On the Brink of AHCA Vote, Kansas Lawmakers Make Their Own Move on Medicaid

The Kansas Senate Chamber in Topeka

The Kansas Senate Chamber in Topeka Shutterstock

 

Connecting state and local government leaders

“I think if we waited for Washington to sort themselves out, we wouldn’t vote for anything,” one Kansas state senator told Route Fifty.

WASHINGTON — In the nation’s capital, Republican leaders in the U.S. House of Representatives worked feverishly on Thursday to round up enough votes to pass the American Health Care Act, a bill that would effectively halt all Medicaid expansion nationwide. By the early evening, it became clear that the requisite number of “yays” had yet to be reached, and the vote was delayed for at least another day.

All that drama on Capitol Hill, however, did not deter a different vote that took place more than a thousand miles away.

Despite the uncertainty over what the future holds for the Affordable Care Act, Kansas state lawmakers made the bold move to advance their Medicaid expansion proposal. The Senate Public Health and Welfare Committee passed that expansion measure, House Bill 2044, on a voice vote, and the proposal will now head to the Senate floor.  

“We’re mighty excited about it,” said state Sen. David Haley, a Democrat from Kansas City, when reached by phone on Thursday.

Likewise, Sen. Laura Kelly, a Democrat from Topeka, the ranking minority member of the committee in question said that despite the fact that the state is “four years late to the table,” she too is excited that they were able to move the measure along.  

The bill would increase eligibility for KanCare, the state’s privatized Medicaid program, to 133 percent of the federal poverty line—which comes out to an annual income of $24,600 for a family of four. It’s estimated that as many as 150,000 Kansans would be newly eligible for coverage under the program if the bill passes.

State Medicaid officials have said that an expansion plan would cost Kansas about $52 million per year once it’s fully implemented, and could bring in as much as $1 billion in federal health care money.
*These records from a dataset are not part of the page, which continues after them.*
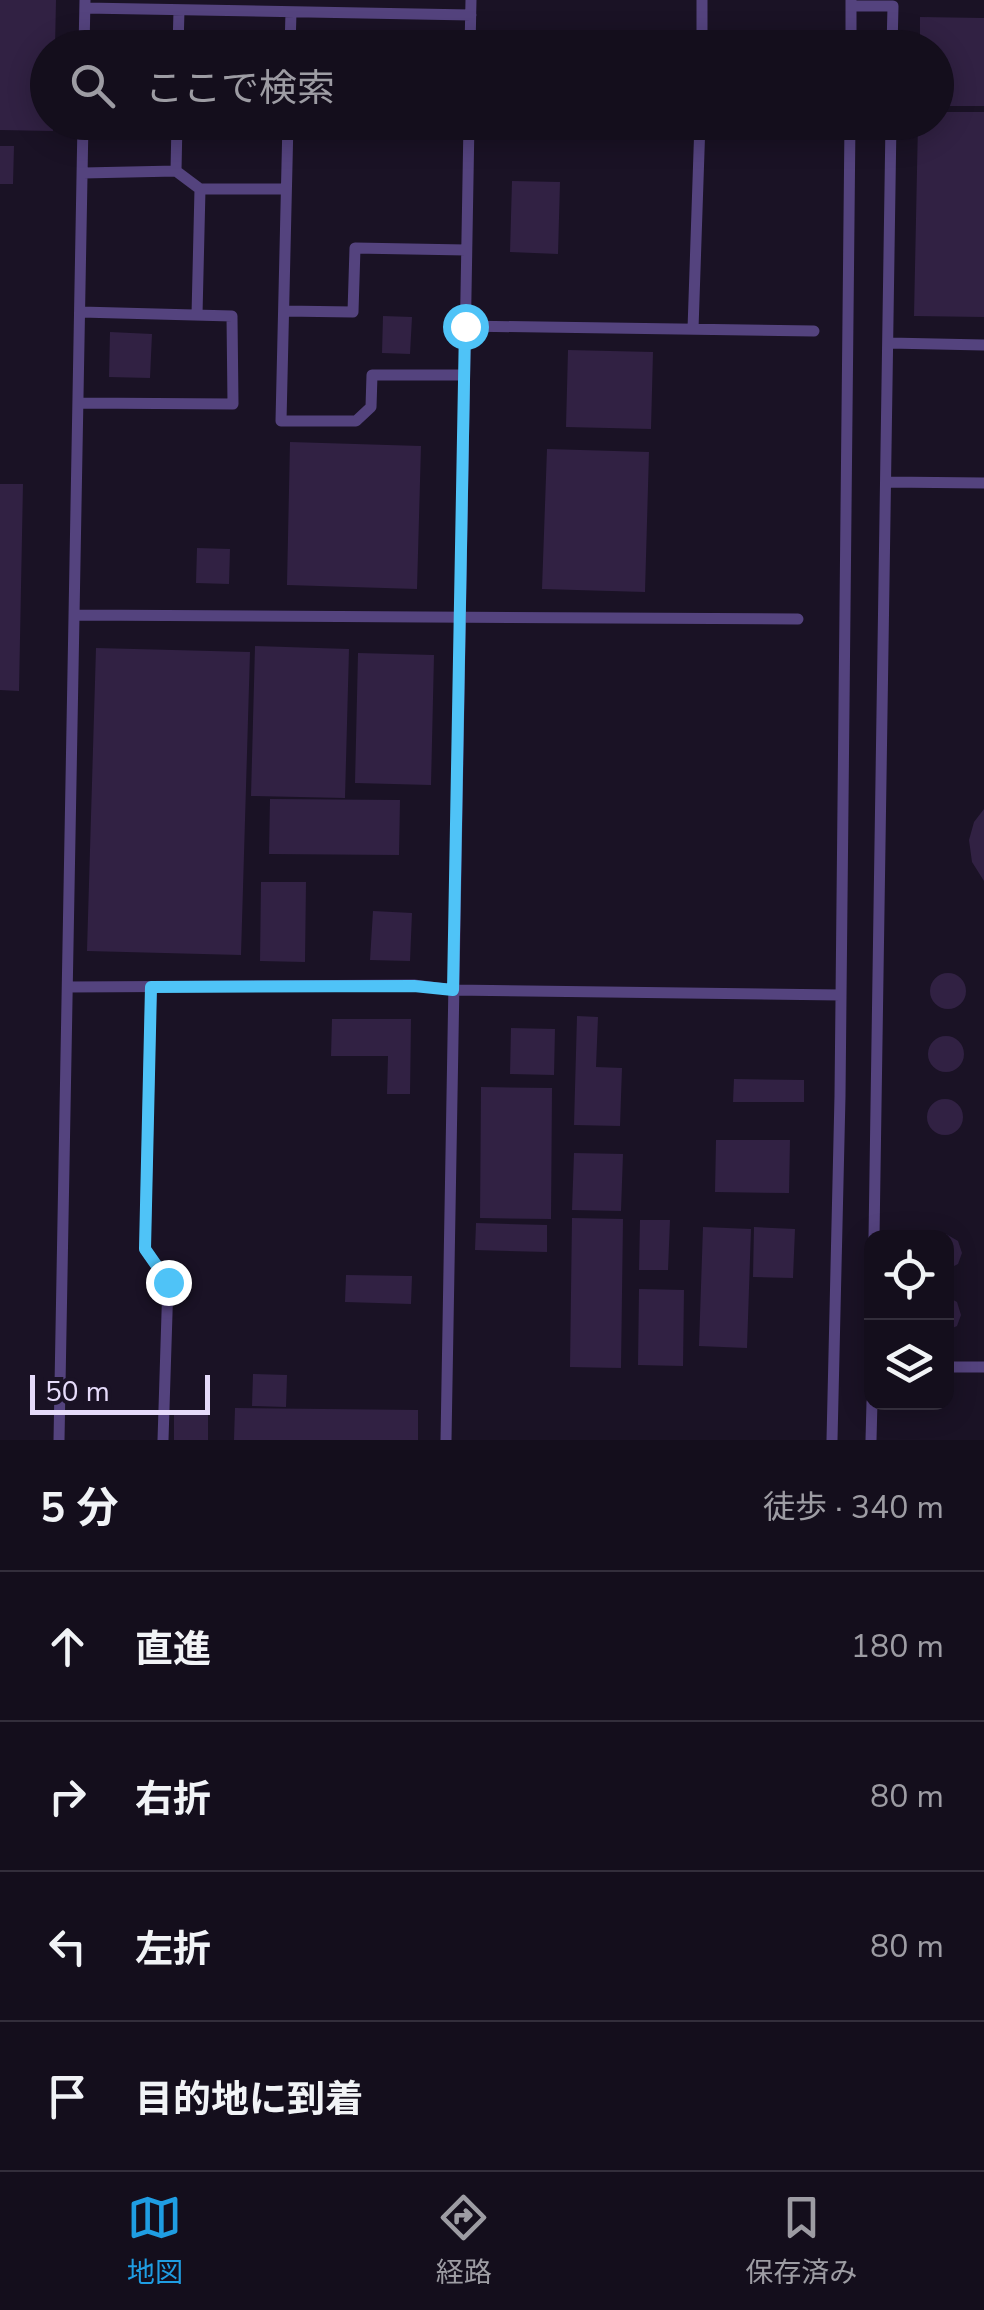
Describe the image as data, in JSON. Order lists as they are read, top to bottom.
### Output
{
  "scale_bar": "50 m",
  "page": {
    "search": "ここで検索",
    "scale": "50 m",
    "heading": ["5 分", "徒歩 · 340 m"],
    "list": [
      ["直進", "180 m"],
      ["右折", "80 m"],
      ["左折", "80 m"],
      "目的地に到着"
    ],
    "nav": ["地図", "経路", "保存済み"]
  }
}
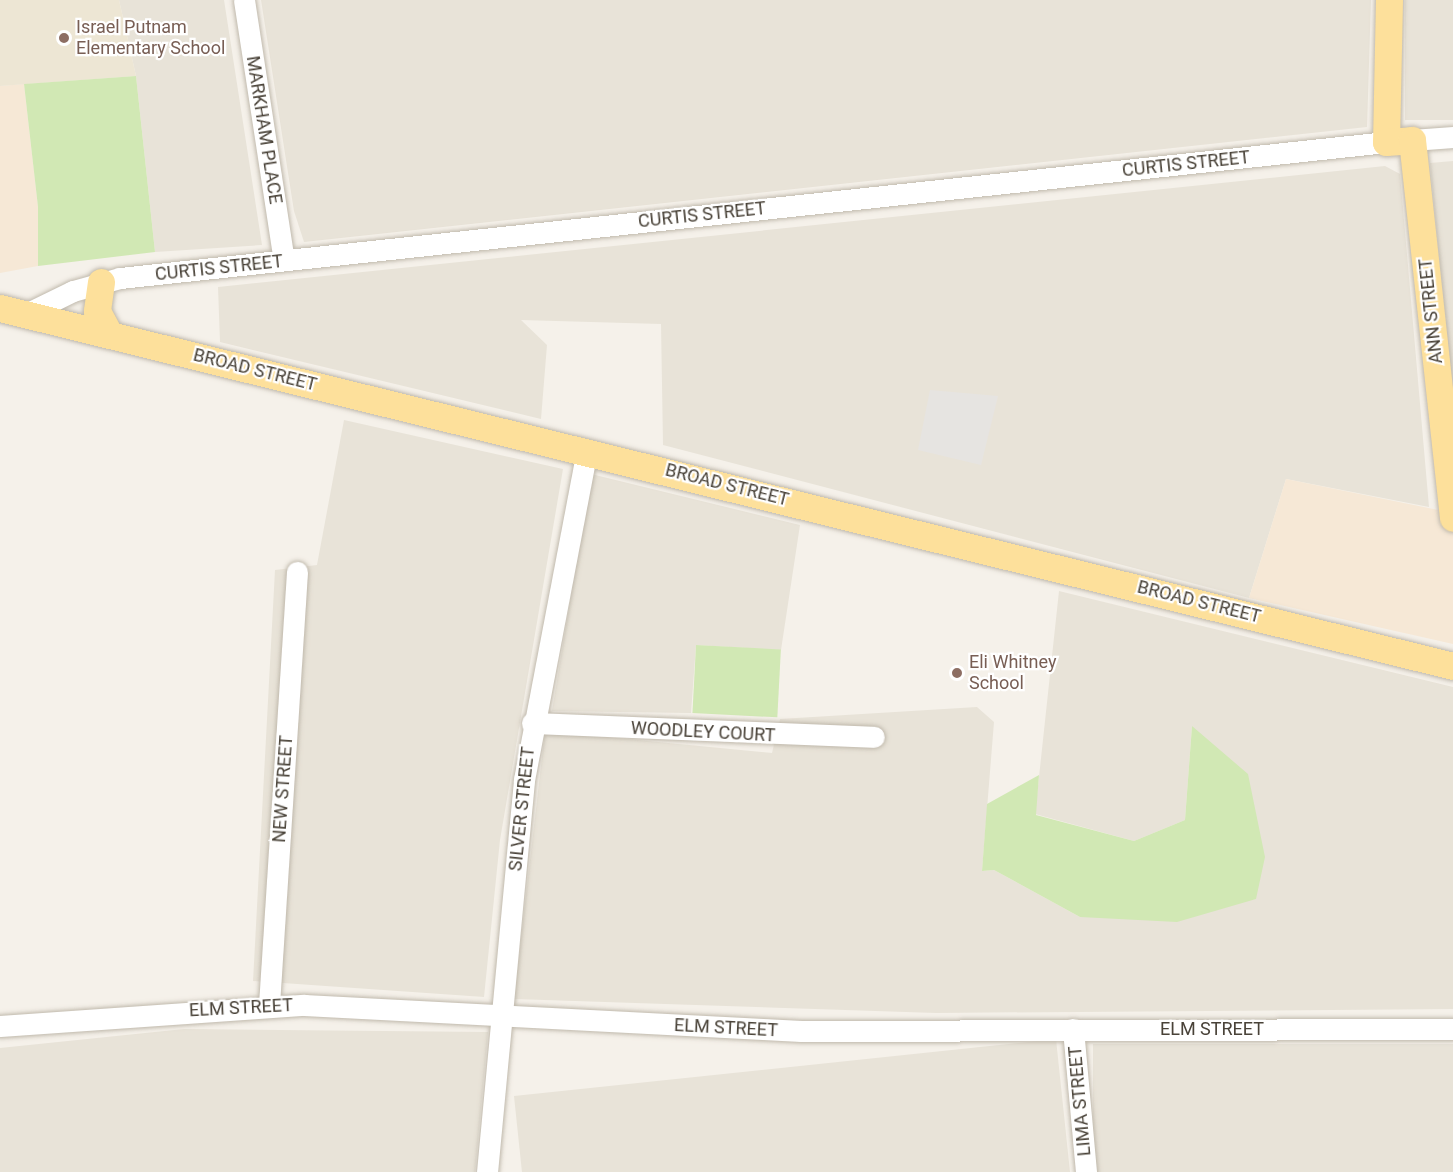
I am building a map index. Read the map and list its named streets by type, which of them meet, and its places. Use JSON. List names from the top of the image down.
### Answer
{
  "streets": {
    "main road": ["ANN STREET", "BROAD STREET"],
    "street": [
      "MARKHAM PLACE",
      "CURTIS STREET",
      "WOODLEY COURT",
      "NEW STREET",
      "SILVER STREET",
      "ELM STREET",
      "LIMA STREET"
    ]
  },
  "crossings": [
    ["MARKHAM PLACE", "CURTIS STREET"],
    ["CURTIS STREET", "BROAD STREET"],
    ["BROAD STREET", "SILVER STREET"],
    ["WOODLEY COURT", "SILVER STREET"],
    ["NEW STREET", "ELM STREET"],
    ["SILVER STREET", "ELM STREET"],
    ["ELM STREET", "LIMA STREET"]
  ],
  "places": ["Israel Putnam Elementary School", "Eli Whitney School"]
}
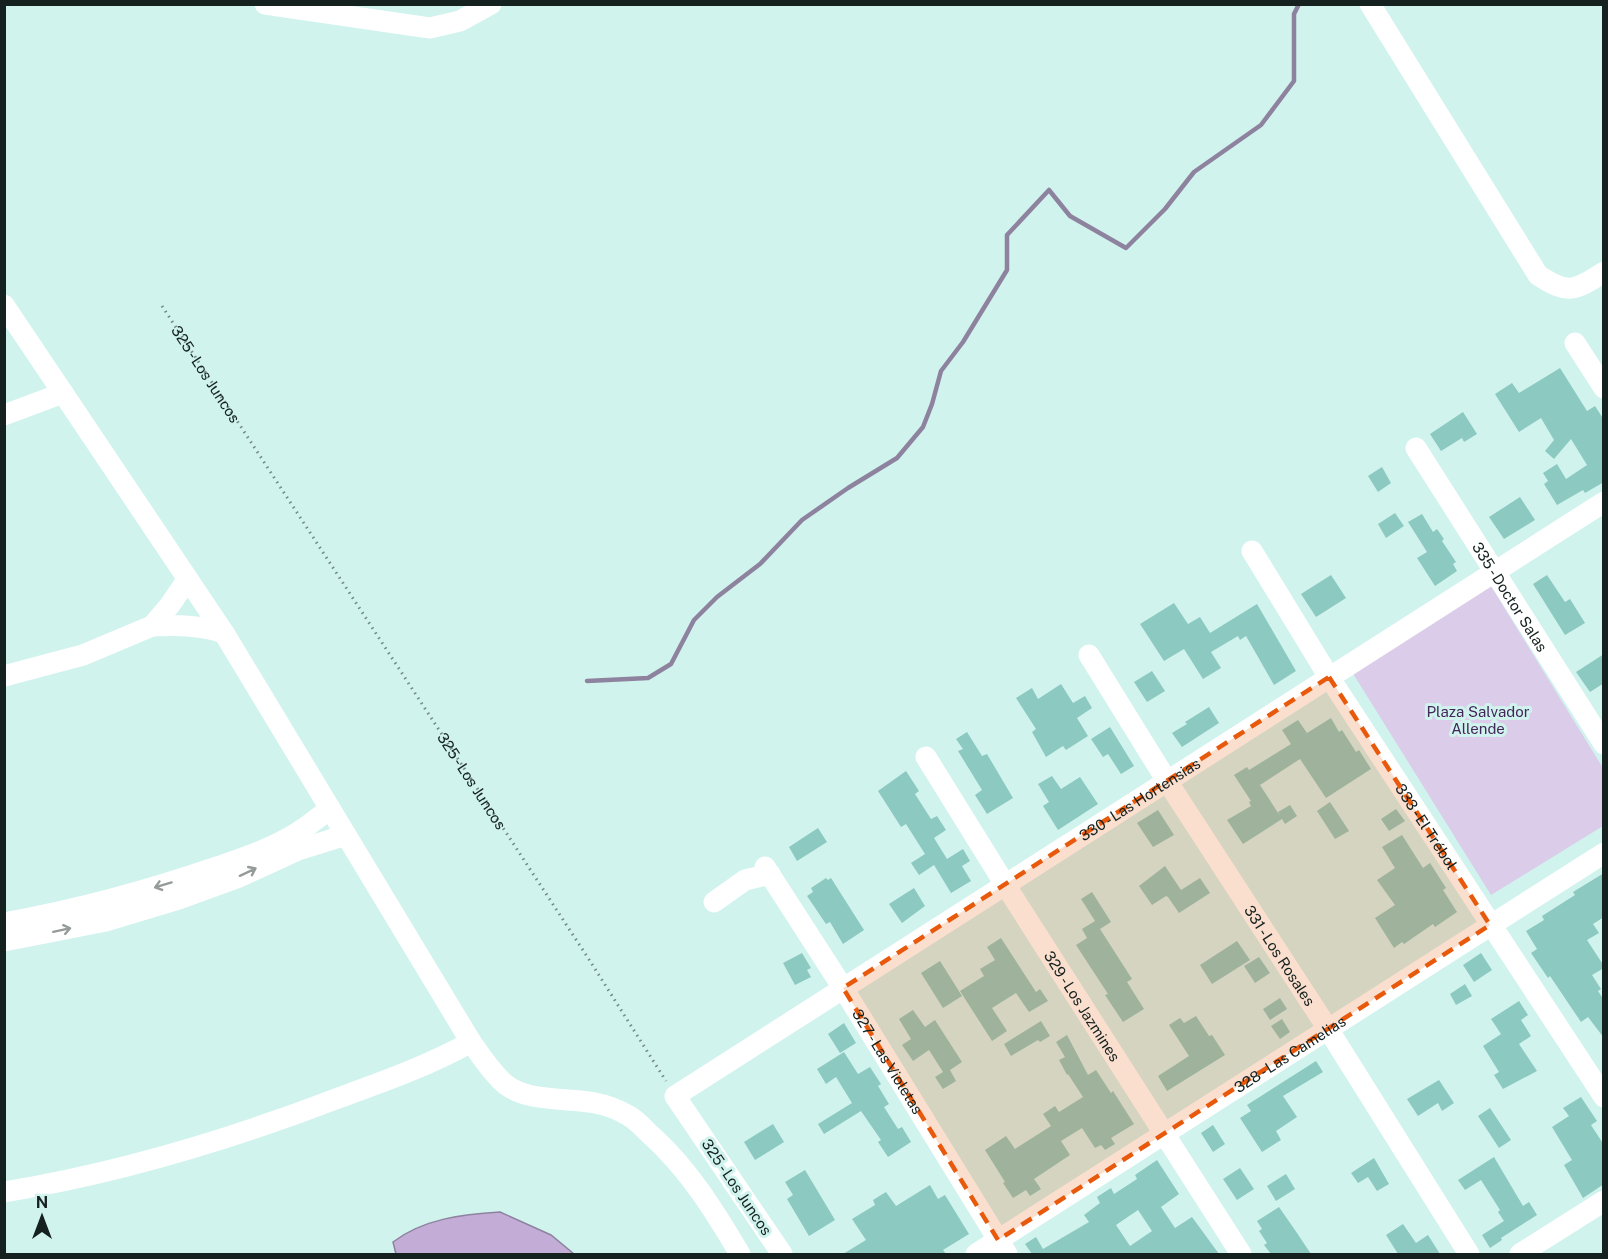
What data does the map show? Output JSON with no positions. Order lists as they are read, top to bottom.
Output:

All that federal funding, of course, is contingent on what the next few days or weeks bring for the AHCA. The GOP-sponsored legislation, if it passes, would remove the provision in the current law that requires the federal government to reimburse state Medicaid expenses for states that opt into expansion at an elevated match rate—which stands at 95 percent in 2017.

When asked about the significance of passing this measure in a time of such uncertainty, neither Kelly nor Haley seemed particularly phased by the events taking place in D.C.

“I understand that not much is happening on the newly proposed health care plan in D.C. right now,” Haley said, with a trace of faint amusement in his voice.

Kelly took a similarly measured tone, pointing out that, in general, the Kansas Senate must act on behalf of its own priorities even when partisanship paralyzes the nation’s capital.

“I think if we waited for Washington to sort themselves out,” said Kelly, “we wouldn’t vote for anything.”

In reality, both senators may be right to keep their concerns closer to home. State lawmakers have good reason to believe that the most pressing threat to this piece of legislation is not the U.S. Congress, but rather, their own governor, Republican Sam Brownback.

“I’m optimistic that we can pass this through the full Senate, and then have it go on to the governor,” said Kelly. “I am less optimistic that he will do the right thing for the people of Kansas, and do what the people of Kansas want him to do, which is to sign it into law.”

Kelly is correct in her assertion that signing the expansion into law would be the will of Kansas voters. A substantial majority of Kansans—62 percent—support expansion, according to the Kansas Speaks survey from Fort Hays State University.

Nevertheless, Brownback has been a consistent critic of expanding Medicaid in the Sunflower State.

Medicaid expansion “moves able-bodied adults to the front of the line, ahead of truly vulnerable Kansans. It is not affordable, costing the state upwards of $100 million in the next two years,” Brownback said in a statement regarding expansion in early February. “Kansas should not tie itself to this failed program of the past just before its inevitable demise.”

When asked what the process has been like to get the bill this far, Kelly had a one-word response: “tedious.”

“It’s been a tough road to hoe,” she said. That Kansas road may soon get even tougher.